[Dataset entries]
►

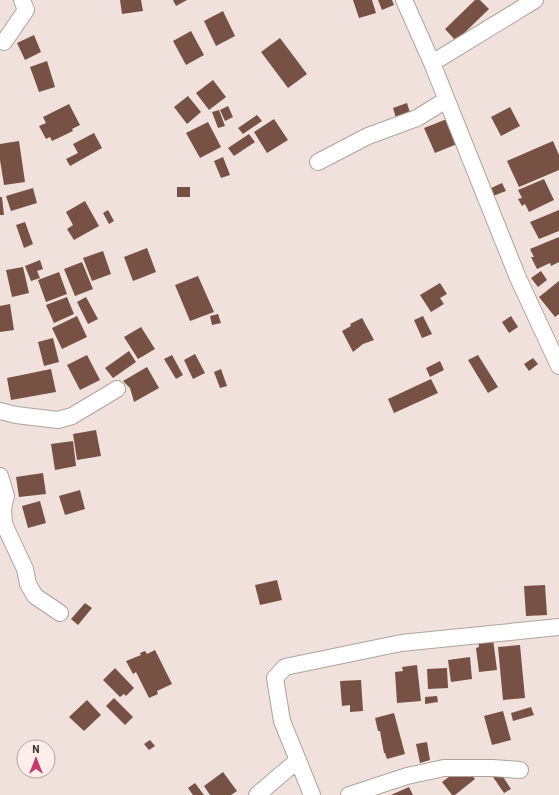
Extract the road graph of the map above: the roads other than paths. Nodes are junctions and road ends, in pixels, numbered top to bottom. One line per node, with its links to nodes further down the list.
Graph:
1 (22, 0): 4 (street)
2 (404, 0): 5 (street)
3 (535, 0): 5 (street)
4 (4, 42)
5 (432, 63): 6 (street)
6 (446, 100): 7 (street); 8 (street)
7 (318, 162)
8 (559, 366)
9 (117, 389): 10 (street)
10 (0, 411)
11 (0, 476): 12 (street)
12 (60, 613)
13 (559, 627): 14 (street)
14 (298, 760): 16 (street); 17 (street)
15 (520, 770): 18 (street)
16 (257, 795)
17 (312, 795)
18 (349, 795)

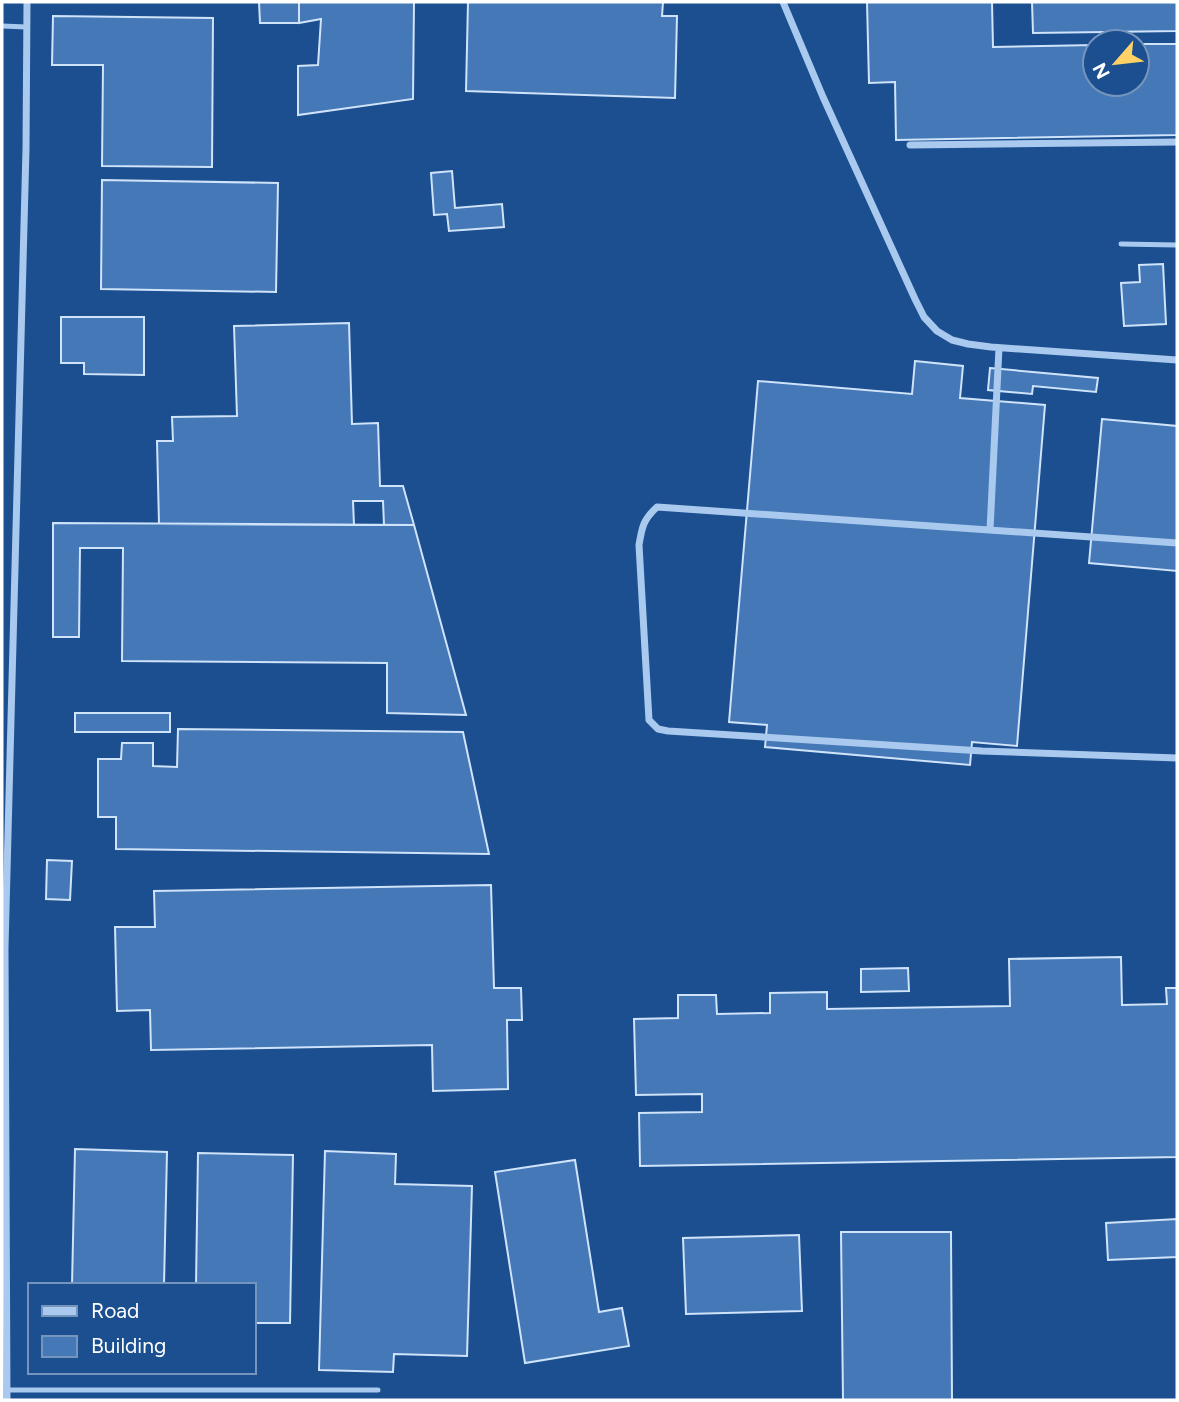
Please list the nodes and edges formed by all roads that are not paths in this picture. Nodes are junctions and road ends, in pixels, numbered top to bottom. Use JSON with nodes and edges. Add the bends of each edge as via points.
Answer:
{"nodes":[{"id":1,"x":27,"y":2,"type":"edge"},
{"id":2,"x":783,"y":2,"type":"edge"},
{"id":3,"x":2,"y":26,"type":"edge"},
{"id":4,"x":27,"y":27,"type":"junction"},
{"id":5,"x":1177,"y":142,"type":"edge"},
{"id":6,"x":910,"y":145,"type":"dead end"},
{"id":7,"x":1121,"y":244,"type":"dead end"},
{"id":8,"x":1177,"y":245,"type":"edge"},
{"id":9,"x":999,"y":348,"type":"junction"},
{"id":10,"x":1177,"y":360,"type":"edge"},
{"id":11,"x":990,"y":530,"type":"junction"},
{"id":12,"x":1177,"y":543,"type":"edge"},
{"id":13,"x":1177,"y":758,"type":"edge"},
{"id":14,"x":3,"y":948,"type":"edge"},
{"id":15,"x":7,"y":1390,"type":"junction"},
{"id":16,"x":378,"y":1390,"type":"dead end"},
{"id":17,"x":7,"y":1400,"type":"edge"}],
"edges":[{"from":1,"to":4,"type":"street"},
{"from":2,"to":9,"type":"street","via":[[924,317],[952,340]]},
{"from":3,"to":4,"type":"lane"},
{"from":4,"to":14,"type":"street"},
{"from":5,"to":6,"type":"street"},
{"from":7,"to":8,"type":"lane"},
{"from":9,"to":10,"type":"street"},
{"from":9,"to":11,"type":"street"},
{"from":11,"to":12,"type":"street"},
{"from":11,"to":13,"type":"street","via":[[657,507],[645,517],[639,545],[649,720],[657,729],[668,731]]},
{"from":14,"to":15,"type":"street"},
{"from":15,"to":16,"type":"lane"},
{"from":15,"to":17,"type":"street"}]}
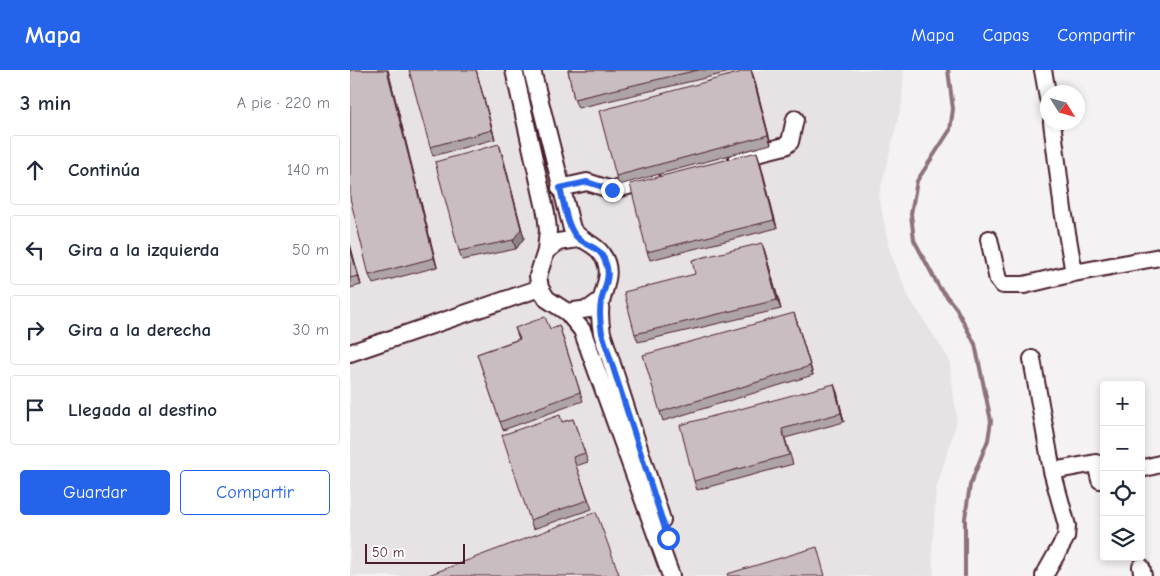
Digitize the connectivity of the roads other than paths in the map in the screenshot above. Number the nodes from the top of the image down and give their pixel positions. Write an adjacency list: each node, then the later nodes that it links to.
1 (514, 70): 12 (street)
2 (532, 70): 9 (street)
3 (1042, 70): 4 (street)
4 (1045, 85)
5 (795, 118): 7 (street)
6 (1053, 130): 14 (street)
7 (718, 163)
8 (670, 175): 9 (street)
9 (560, 188): 10 (street)
10 (578, 239): 12 (street); 16 (street)
11 (989, 239): 14 (street)
12 (546, 251): 15 (street)
13 (1160, 257): 14 (street)
14 (1074, 273)
15 (540, 288): 17 (street); 18 (street)
16 (602, 300): 17 (street); 25 (street)
17 (567, 312): 24 (street)
18 (350, 353)
19 (1032, 359): 22 (street)
20 (1160, 464): 21 (street)
21 (1145, 468)
22 (1052, 471): 23 (street); 26 (street)
23 (1100, 474)
24 (671, 576)
25 (683, 576)
26 (1044, 576)

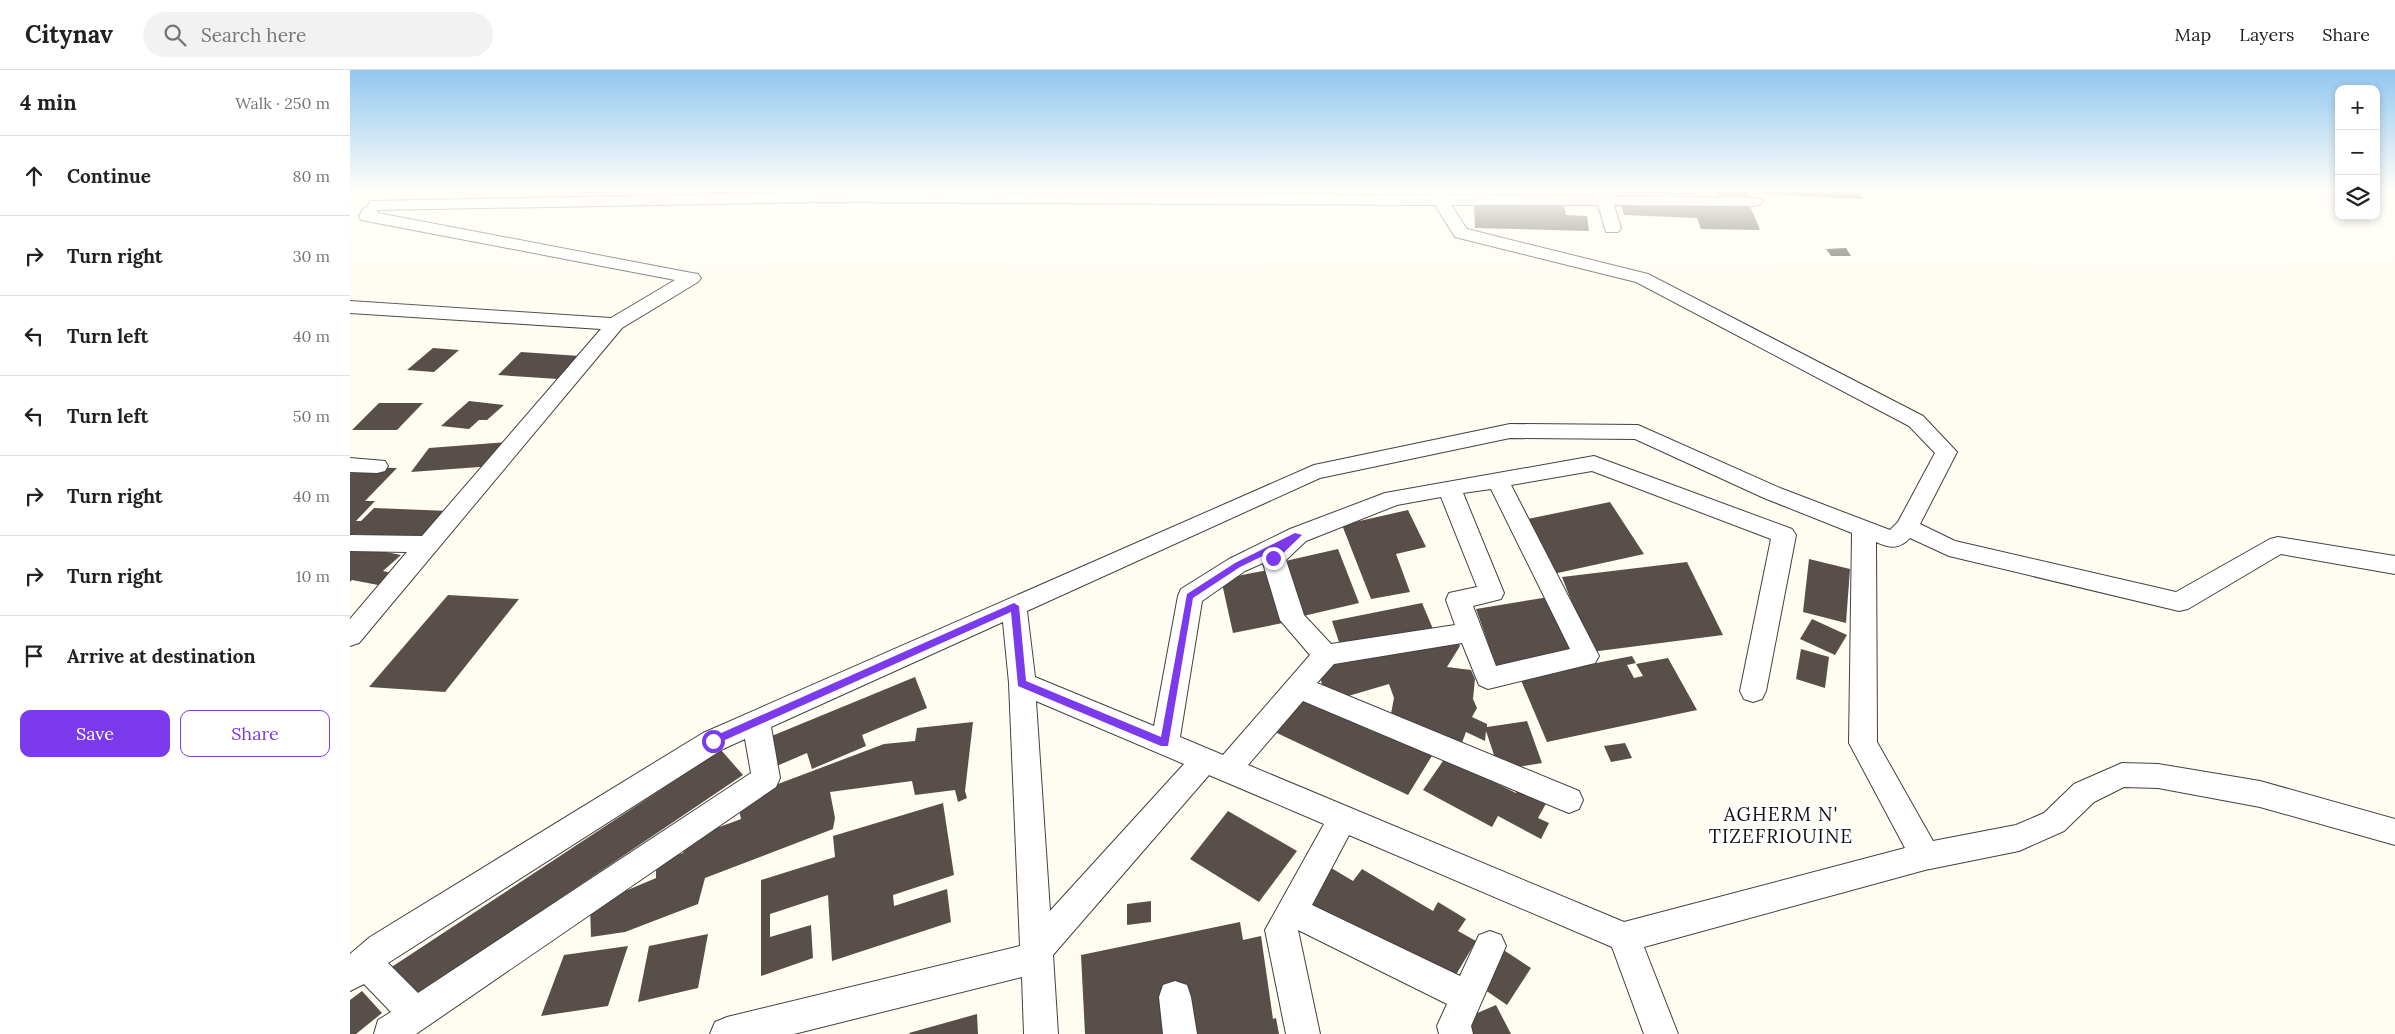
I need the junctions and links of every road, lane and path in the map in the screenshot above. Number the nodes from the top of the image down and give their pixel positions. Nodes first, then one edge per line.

◄

▶ _Aim of the task_: Leaving the images behind, set down every entry word for word.

▶ _Problem solution_:
Extract the road graph of the map above: the roads other than paths. Nodes are junctions and road ends, in pixels, numbered top to bottom. One line per node, with its links to nodes further down the list.
Graph:
1 (22, 0): 4 (street)
2 (404, 0): 5 (street)
3 (535, 0): 5 (street)
4 (4, 42)
5 (432, 63): 6 (street)
6 (446, 100): 7 (street); 8 (street)
7 (318, 162)
8 (559, 366)
9 (117, 389): 10 (street)
10 (0, 411)
11 (0, 476): 12 (street)
12 (60, 613)
13 (559, 627): 14 (street)
14 (298, 760): 16 (street); 17 (street)
15 (520, 770): 18 (street)
16 (257, 795)
17 (312, 795)
18 (349, 795)

Please list the nodes and edges formed by all roads that are not paths in this picture. Nodes are junctions and road ends, in pixels, numbered top to bottom. Use JSON with nodes and edges. Add the bends of each edge as via points.
Answer:
{"nodes":[{"id":1,"x":27,"y":2,"type":"edge"},
{"id":2,"x":783,"y":2,"type":"edge"},
{"id":3,"x":2,"y":26,"type":"edge"},
{"id":4,"x":27,"y":27,"type":"junction"},
{"id":5,"x":1177,"y":142,"type":"edge"},
{"id":6,"x":910,"y":145,"type":"dead end"},
{"id":7,"x":1121,"y":244,"type":"dead end"},
{"id":8,"x":1177,"y":245,"type":"edge"},
{"id":9,"x":999,"y":348,"type":"junction"},
{"id":10,"x":1177,"y":360,"type":"edge"},
{"id":11,"x":990,"y":530,"type":"junction"},
{"id":12,"x":1177,"y":543,"type":"edge"},
{"id":13,"x":1177,"y":758,"type":"edge"},
{"id":14,"x":3,"y":948,"type":"edge"},
{"id":15,"x":7,"y":1390,"type":"junction"},
{"id":16,"x":378,"y":1390,"type":"dead end"},
{"id":17,"x":7,"y":1400,"type":"edge"}],
"edges":[{"from":1,"to":4,"type":"street"},
{"from":2,"to":9,"type":"street","via":[[924,317],[952,340]]},
{"from":3,"to":4,"type":"lane"},
{"from":4,"to":14,"type":"street"},
{"from":5,"to":6,"type":"street"},
{"from":7,"to":8,"type":"lane"},
{"from":9,"to":10,"type":"street"},
{"from":9,"to":11,"type":"street"},
{"from":11,"to":12,"type":"street"},
{"from":11,"to":13,"type":"street","via":[[657,507],[645,517],[639,545],[649,720],[657,729],[668,731]]},
{"from":14,"to":15,"type":"street"},
{"from":15,"to":16,"type":"lane"},
{"from":15,"to":17,"type":"street"}]}
Digitize the connectivity of the roads other than paths in the map in the screenshot above. Number the nodes from the top of the image down and give their pixel positions. Write an adjacency list: each node, then the later nodes that it links to.
1 (514, 70): 12 (street)
2 (532, 70): 9 (street)
3 (1042, 70): 4 (street)
4 (1045, 85)
5 (795, 118): 7 (street)
6 (1053, 130): 14 (street)
7 (718, 163)
8 (670, 175): 9 (street)
9 (560, 188): 10 (street)
10 (578, 239): 12 (street); 16 (street)
11 (989, 239): 14 (street)
12 (546, 251): 15 (street)
13 (1160, 257): 14 (street)
14 (1074, 273)
15 (540, 288): 17 (street); 18 (street)
16 (602, 300): 17 (street); 25 (street)
17 (567, 312): 24 (street)
18 (350, 353)
19 (1032, 359): 22 (street)
20 (1160, 464): 21 (street)
21 (1145, 468)
22 (1052, 471): 23 (street); 26 (street)
23 (1100, 474)
24 (671, 576)
25 (683, 576)
26 (1044, 576)

I need the junctions and links of every road, lane and path in the map in the screenshot above. Number the nodes from the top of the image down and give their pixel positions. Nodes first, then one edge per line.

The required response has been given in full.